Nouveau gouvernement : les derniers bruits qui courent

SAMUEL ETO'O CHANTAL BIYA RELATION Remaniement du gouvernement

Mon, 25 May 2026 Source: L’indépendant n°1033

Plus de six mois après sa prestation de serment, Paul Biya ne trouve toujours pas la formule du premier remaniement du septennat dit de la grandeur et de l’espérance. La célébration de la 54e fête de l’unité nationale a charrié les espoirs d’une nouvelle équipe gouvernementale. Une autre fausse alerte face à ces jours de longue attente depuis l’annonce par deux fois d’un remaniement ministériel de la bouche la plus autorisée.

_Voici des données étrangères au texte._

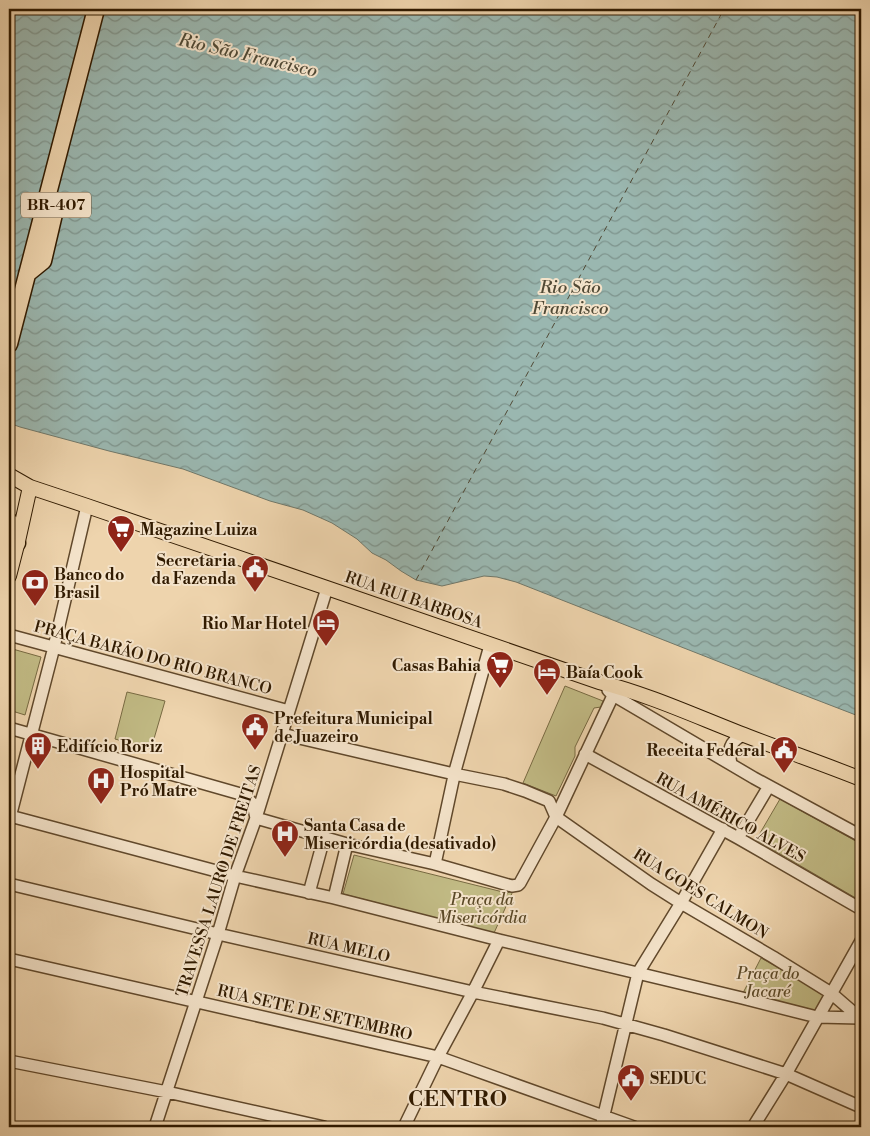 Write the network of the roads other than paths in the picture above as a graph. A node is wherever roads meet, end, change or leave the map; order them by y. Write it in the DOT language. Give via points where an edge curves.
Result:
graph roads {
  1 [pos="96,9"];
  2 [pos="65,128"];
  3 [pos="27,274"];
  4 [pos="9,344"];
  5 [pos="9,475"];
  6 [pos="30,486"];
  7 [pos="87,506"];
  8 [pos="10,523"];
  9 [pos="17,544"];
  10 [pos="9,576"];
  11 [pos="327,588"];
  12 [pos="9,635"];
  13 [pos="54,647"];
  14 [pos="489,647"];
  15 [pos="615,691"];
  16 [pos="289,711"];
  17 [pos="9,728"];
  18 [pos="32,734"];
  19 [pos="282,734"];
  20 [pos="742,735"];
  21 [pos="585,754"];
  22 [pos="731,764"];
  23 [pos="454,774"];
  24 [pos="861,779"];
  25 [pos="769,786"];
  26 [pos="556,817"];
  27 [pos="9,818"];
  28 [pos="256,818"];
  29 [pos="723,830"];
  30 [pos="861,836"];
  31 [pos="324,838"];
  32 [pos="738,838"];
  33 [pos="348,844"];
  34 [pos="435,864"];
  35 [pos="235,876"];
  36 [pos="9,884"];
  37 [pos="309,893"];
  38 [pos="334,898"];
  39 [pos="680,903"];
  40 [pos="861,909"];
  41 [pos="218,934"];
  42 [pos="499,940"];
  43 [pos="861,941"];
  44 [pos="9,959"];
  45 [pos="638,973"];
  46 [pos="473,992"];
  47 [pos="831,993"];
  48 [pos="196,1001"];
  49 [pos="817,1017"];
  50 [pos="861,1018"];
  51 [pos="626,1025"];
  52 [pos="438,1056"];
  53 [pos="9,1061"];
  54 [pos="786,1074"];
  55 [pos="167,1092"];
  56 [pos="861,1107"];
  57 [pos="602,1122"];
  58 [pos="155,1127"];
  59 [pos="324,1127"];
  60 [pos="404,1127"];
  61 [pos="634,1127"];
  62 [pos="753,1127"];
  1 -- 2 [label="highway, BR-407"];
  2 -- 3 [label="highway, BR-407" via="49,146 22,251"];
  2 -- 3 [label="highway, BR-407" via="69,152 43,260"];
  3 -- 4 [label="highway, BR-407"];
  5 -- 6 [label="main road, RUA RUI BARBOSA"];
  6 -- 7 [label="main road, RUA RUI BARBOSA"];
  6 -- 9 [label="main road"];
  7 -- 11 [label="main road, RUA RUI BARBOSA"];
  7 -- 13 [label="street"];
  8 -- 9 [label="highway"];
  9 -- 10 [label="main road"];
  11 -- 14 [label="main road, RUA RUI BARBOSA"];
  11 -- 16 [label="street, TRAVESSA LAURO DE FREITAS"];
  12 -- 13 [label="street, PRAÇA BARÃO DO RIO BRANCO"];
  13 -- 16 [label="street, PRAÇA BARÃO DO RIO BRANCO"];
  13 -- 18 [label="street"];
  14 -- 15 [label="main road, RUA RUI BARBOSA" via="599,682"];
  14 -- 23 [label="street"];
  15 -- 20 [label="main road, RUA RUI BARBOSA" via="666,704"];
  15 -- 21 [label="street"];
  15 -- 22 [label="street"];
  16 -- 19 [label="street, TRAVESSA LAURO DE FREITAS"];
  17 -- 18 [label="street"];
  18 -- 27 [label="street"];
  18 -- 28 [label="street" via="244,795 253,804"];
  19 -- 23 [label="street, RUA GOES CALMON"];
  19 -- 28 [label="street, TRAVESSA LAURO DE FREITAS"];
  20 -- 22 [label="street" via="730,747"];
  20 -- 24 [label="main road, RUA RUI BARBOSA"];
  21 -- 26 [label="street"];
  21 -- 29 [label="street, RUA AMÉRICO ALVES"];
  22 -- 25 [label="street"];
  23 -- 26 [label="street, RUA GOES CALMON" via="525,791 548,802"];
  23 -- 34 [label="street"];
  25 -- 30 [label="street"];
  25 -- 32 [label="street"];
  26 -- 34 [label="street" via="518,885"];
  26 -- 39 [label="street, RUA GOES CALMON"];
  27 -- 35 [label="street"];
  28 -- 31 [label="street"];
  28 -- 35 [label="street, TRAVESSA LAURO DE FREITAS"];
  29 -- 32 [label="street, RUA AMÉRICO ALVES"];
  29 -- 39 [label="street"];
  31 -- 33 [label="street"];
  31 -- 37 [label="street"];
  32 -- 40 [label="street, RUA AMÉRICO ALVES"];
  33 -- 34 [label="street"];
  33 -- 38 [label="street"];
  35 -- 37 [label="street"];
  35 -- 41 [label="street, TRAVESSA LAURO DE FREITAS"];
  36 -- 41 [label="street, RUA MELO"];
  37 -- 38 [label="street"];
  38 -- 42 [label="street"];
  39 -- 45 [label="street"];
  39 -- 47 [label="street, RUA GOES CALMON"];
  41 -- 46 [label="street, RUA MELO"];
  41 -- 48 [label="street, TRAVESSA LAURO DE FREITAS"];
  42 -- 45 [label="street"];
  42 -- 46 [label="street"];
  43 -- 47 [label="street"];
  44 -- 48 [label="street, RUA SETE DE SETEMBRO"];
  45 -- 49 [label="street"];
  45 -- 51 [label="street"];
  46 -- 51 [label="street, RUA MELO"];
  46 -- 52 [label="street"];
  47 -- 49 [label="street"];
  47 -- 50 [label="street, RUA GOES CALMON"];
  48 -- 52 [label="street, RUA SETE DE SETEMBRO"];
  48 -- 55 [label="street, TRAVESSA LAURO DE FREITAS"];
  49 -- 50 [label="street"];
  49 -- 54 [label="street"];
  51 -- 54 [label="street, RUA MELO"];
  51 -- 57 [label="street"];
  52 -- 57 [label="street, RUA SETE DE SETEMBRO"];
  52 -- 60 [label="street"];
  53 -- 55 [label="street"];
  54 -- 56 [label="street, RUA MELO"];
  54 -- 62 [label="street"];
  55 -- 58 [label="street, TRAVESSA LAURO DE FREITAS"];
  55 -- 59 [label="street"];
  57 -- 61 [label="street, RUA SETE DE SETEMBRO"];
} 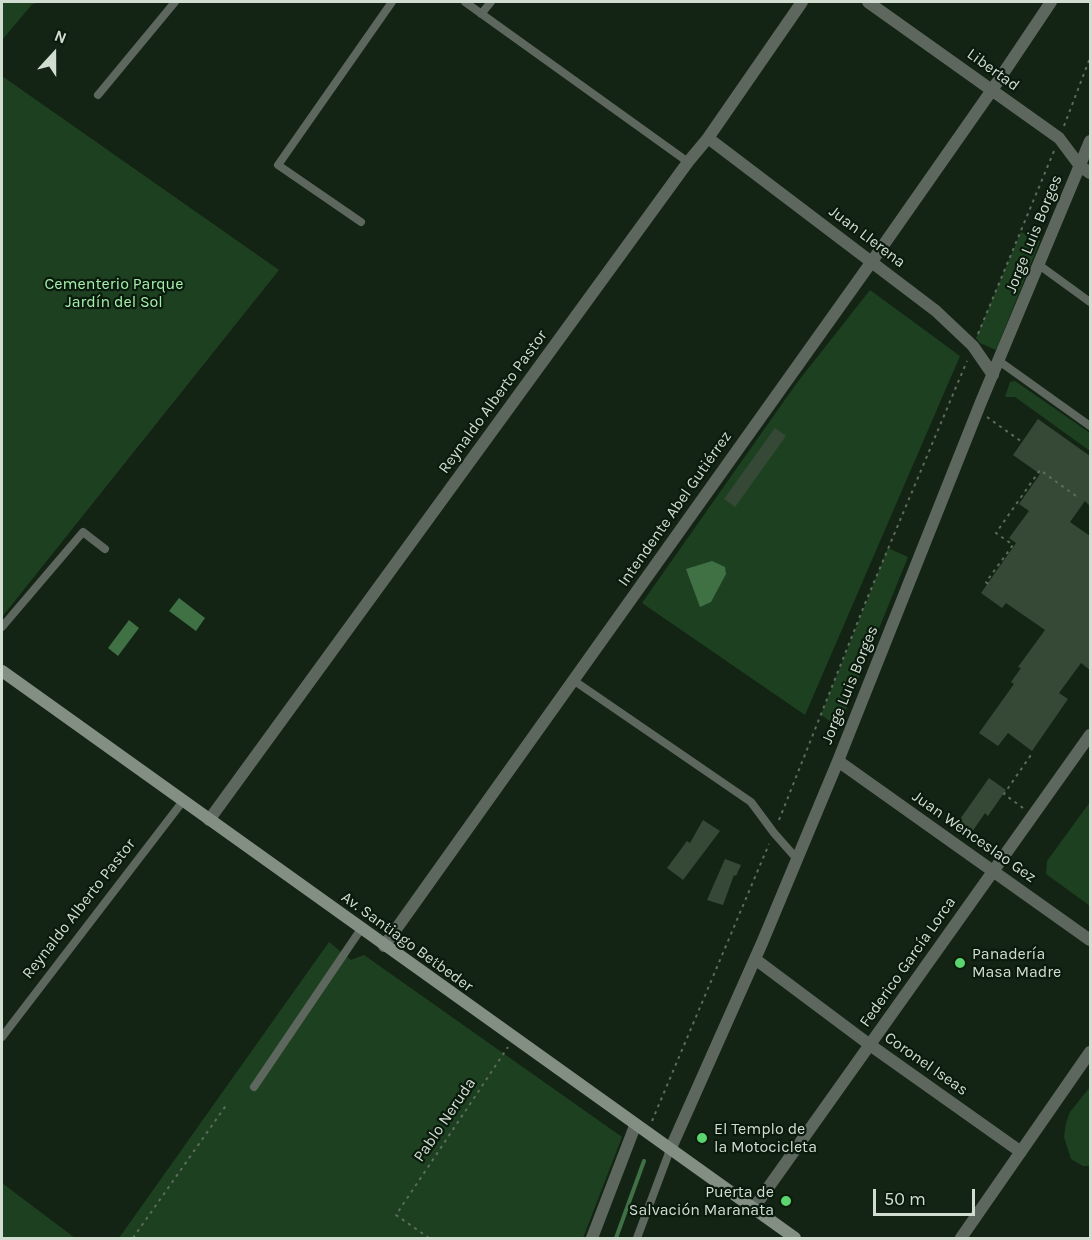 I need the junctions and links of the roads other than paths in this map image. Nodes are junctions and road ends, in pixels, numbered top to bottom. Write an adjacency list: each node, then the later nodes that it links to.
1 (175, 2): 10 (lane)
2 (392, 2): 15 (lane)
3 (465, 2): 8 (lane)
4 (491, 2): 8 (lane)
5 (802, 2): 11 (street, Reynaldo Alberto Pastor)
6 (868, 2): 9 (street, Libertad)
7 (1051, 2): 9 (street, Intendente Abel Gutiérrez)
8 (482, 14): 13 (lane)
9 (992, 90): 14 (street, Libertad); 16 (street, Intendente Abel Gutiérrez)
10 (98, 95)
11 (708, 138): 13 (street, Reynaldo Alberto Pastor); 16 (street, Juan Llerena)
12 (1090, 141): 14 (street, Jorge Luis Borges)
13 (688, 162): 29 (street, Reynaldo Alberto Pastor)
14 (1085, 170): 17 (street, Jorge Luis Borges)
15 (361, 222)
16 (872, 261): 20 (street, Juan Llerena); 25 (street, Intendente Abel Gutiérrez)
17 (1040, 265): 18 (lane); 19 (street, Jorge Luis Borges)
18 (1090, 302)
19 (999, 361): 20 (street, Jorge Luis Borges); 21 (lane)
20 (993, 375): 27 (street, Jorge Luis Borges)
21 (1090, 426)
22 (105, 549): 23 (lane)
23 (2, 627)
24 (2, 671): 28 (main road, Av. Santiago Betbeder)
25 (573, 680): 30 (lane); 34 (street, Intendente Abel Gutiérrez)
26 (1090, 735): 31 (street, Federico García Lorca)
27 (838, 761): 30 (street, Jorge Luis Borges); 31 (street, Juan Wenceslao Gez)
28 (183, 801): 29 (main road, Av. Santiago Betbeder); 36 (lane, Reynaldo Alberto Pastor)
29 (209, 820): 32 (main road, Av. Santiago Betbeder)
30 (797, 859): 35 (street, Jorge Luis Borges)
31 (993, 871): 33 (street, Juan Wenceslao Gez); 37 (street, Federico García Lorca)
32 (361, 929): 34 (main road, Av. Santiago Betbeder); 39 (lane)
33 (1090, 940)
34 (384, 945): 40 (main road, Av. Santiago Betbeder)
35 (755, 959): 37 (street, Coronel Iseas); 41 (street, Jorge Luis Borges)
36 (2, 1037)
37 (870, 1045): 42 (street, Coronel Iseas); 43 (street, Federico García Lorca)
38 (1090, 1052): 42 (street)
39 (254, 1087)
40 (639, 1129): 41 (main road, Av. Santiago Betbeder); 44 (street)
41 (670, 1150): 43 (main road, Av. Santiago Betbeder); 45 (lane, Jorge Luis Borges)
42 (1021, 1152): 47 (street)
43 (753, 1209): 46 (main road, Av. Santiago Betbeder)
44 (592, 1239)
45 (637, 1239)
46 (795, 1239)
47 (961, 1239)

Il n’est pas superflu de rappeler que le dernier gouvernement de Paul Biya date du 4 janvier 2019. Après le décès d’une demi-douzaine des membres du gouvernement et la démission de deux alliés de poids, les choses sont restés statiques. La dynamique observée au sortir de la présidentielle du 12 octobre dernier au regard de l’engouement des électeurs, a été battu en brèche par les tenants d’un pouvoir autoritaire.

Pour se refaire une santé, il a procédé à une réforme constitutionnelle instaurant un poste de vice-président. Cette réforme est aujourd’hui otage d’un sérail balloté par la guerre de sous-chefs.

Côté cour : un président de plus en plus invisible et dont les apparitions publiques constituent un événement. Comment ne pas également mentionner ces décrets présidentiels qui ravissent la vedette lors de leur lecture et dont la finalité est de maintenir l’illusion d’un président toujours actif.

Côté jardin : les images du cercle intime du chef de l’État fuitent de plus en plus. Une communication questionnable dont les tenants veulent à coup sûr donner l’image d’un président humain qui peut souffler sur gâteau d’un anniversaire au détour d’une causette familiale.

Ces images sont de plus en plus contre-productives. On savait la gracieuse épouse du chef de l’État attentionnée, disposée à ajuster la cravate présidentielle. Mais de là à la voir offrir le spectacle désolant de ces caresses sur la tête du chef de l’État en plein défilé du 20 mai, devrait offrir du grain à moudre aux sémiologues dignes de ce nom.

Sommes-nous désormais gouvernés par un mannequin ? Info ou intox, la dernière mouture du premier gouvernement de ce septennat aurait été bloquée par le cercle proche du chef de l’État. Entre ces rumeurs sur un vice dieu proche de la Première dame qui se comporterait désormais en enfant gâté, et le cercle des fidèles déterminés à sauver les meubles en évitant le scénario du chaos, reste-t-il comme il se susurre, la 3e voix, celle des gardiens du temple pour siffler la fin de la récréation face à l’ivresse de tous ces fossoyeurs de la République complètement repus de leurs privilèges ? Mystère et boule de gomme.